• [What is being asked]: Nothing in the records should change; write them all out exactly.

*** Begin section ***

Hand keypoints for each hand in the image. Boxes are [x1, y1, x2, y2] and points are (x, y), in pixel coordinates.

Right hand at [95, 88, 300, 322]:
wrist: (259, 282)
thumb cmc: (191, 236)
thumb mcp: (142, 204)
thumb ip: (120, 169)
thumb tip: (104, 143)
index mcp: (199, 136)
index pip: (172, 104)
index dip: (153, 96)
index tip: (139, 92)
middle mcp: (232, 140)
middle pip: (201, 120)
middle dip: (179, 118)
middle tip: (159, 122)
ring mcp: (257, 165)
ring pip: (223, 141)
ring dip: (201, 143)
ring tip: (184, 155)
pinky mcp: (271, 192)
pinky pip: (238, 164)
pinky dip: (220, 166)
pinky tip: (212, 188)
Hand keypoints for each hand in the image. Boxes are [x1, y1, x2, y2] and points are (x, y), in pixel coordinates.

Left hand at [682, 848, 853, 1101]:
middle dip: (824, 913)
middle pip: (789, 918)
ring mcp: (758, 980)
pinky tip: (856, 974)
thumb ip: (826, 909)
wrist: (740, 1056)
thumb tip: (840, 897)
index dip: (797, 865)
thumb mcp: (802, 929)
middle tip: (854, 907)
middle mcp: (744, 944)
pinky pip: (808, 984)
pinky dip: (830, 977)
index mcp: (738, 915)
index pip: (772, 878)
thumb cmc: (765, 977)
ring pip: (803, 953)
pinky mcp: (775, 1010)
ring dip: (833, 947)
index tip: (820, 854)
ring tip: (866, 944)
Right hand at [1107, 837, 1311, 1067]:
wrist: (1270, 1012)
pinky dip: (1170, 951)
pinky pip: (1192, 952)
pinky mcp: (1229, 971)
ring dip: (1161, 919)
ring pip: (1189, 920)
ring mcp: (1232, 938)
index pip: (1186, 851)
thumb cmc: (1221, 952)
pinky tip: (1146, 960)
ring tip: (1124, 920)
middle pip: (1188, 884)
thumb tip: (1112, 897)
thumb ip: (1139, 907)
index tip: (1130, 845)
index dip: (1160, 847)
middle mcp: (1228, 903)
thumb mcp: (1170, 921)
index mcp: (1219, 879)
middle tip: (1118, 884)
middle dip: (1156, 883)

*** End section ***

• [Answer below]:
Hand keypoints for each hand in the image. Boxes are [x1, y1, x2, y2] and points are (x, y), in pixel coordinates.

Right hand at [95, 88, 300, 322]:
wrist: (259, 282)
thumb cmc: (191, 236)
thumb mcp: (142, 204)
thumb ip: (120, 169)
thumb tip: (104, 143)
index mcp: (199, 136)
index pip: (172, 104)
index dip: (153, 96)
index tip: (139, 92)
middle mcp: (232, 140)
middle pip: (201, 120)
middle dip: (179, 118)
middle tip: (159, 122)
ring mcp: (257, 165)
ring pip: (223, 141)
ring dip: (201, 143)
ring tip: (184, 155)
pinky mcp: (271, 192)
pinky pip: (238, 164)
pinky dip: (220, 166)
pinky tip: (212, 188)
Hand keypoints for each hand in the image. Boxes are [x1, y1, x2, y2] and points are (x, y), in pixel coordinates.

Left hand at [682, 848, 853, 1101]:
middle dip: (824, 913)
middle pip: (789, 918)
ring mcp: (758, 980)
pinky tip: (856, 974)
thumb ip: (826, 909)
wrist: (740, 1056)
thumb tip: (840, 897)
index dip: (797, 865)
thumb mcp: (802, 929)
middle tip: (854, 907)
middle mcp: (744, 944)
pinky pip: (808, 984)
pinky dip: (830, 977)
index mcp: (738, 915)
index pip: (772, 878)
thumb cmc: (765, 977)
ring pip: (803, 953)
pinky mcp: (775, 1010)
ring dip: (833, 947)
index tip: (820, 854)
ring tip: (866, 944)
Right hand at [1107, 837, 1311, 1067]:
wrist: (1270, 1012)
pinky dip: (1170, 951)
pinky pip: (1192, 952)
pinky mcp: (1229, 971)
ring dip: (1161, 919)
ring pip: (1189, 920)
ring mcp: (1232, 938)
index pip: (1186, 851)
thumb cmc: (1221, 952)
pinky tip: (1146, 960)
ring tip: (1124, 920)
middle pip: (1188, 884)
thumb tip: (1112, 897)
thumb ip: (1139, 907)
index tip: (1130, 845)
index dip: (1160, 847)
middle mcp: (1228, 903)
thumb mcp: (1170, 921)
index mcp: (1219, 879)
middle tip: (1118, 884)
middle dip: (1156, 883)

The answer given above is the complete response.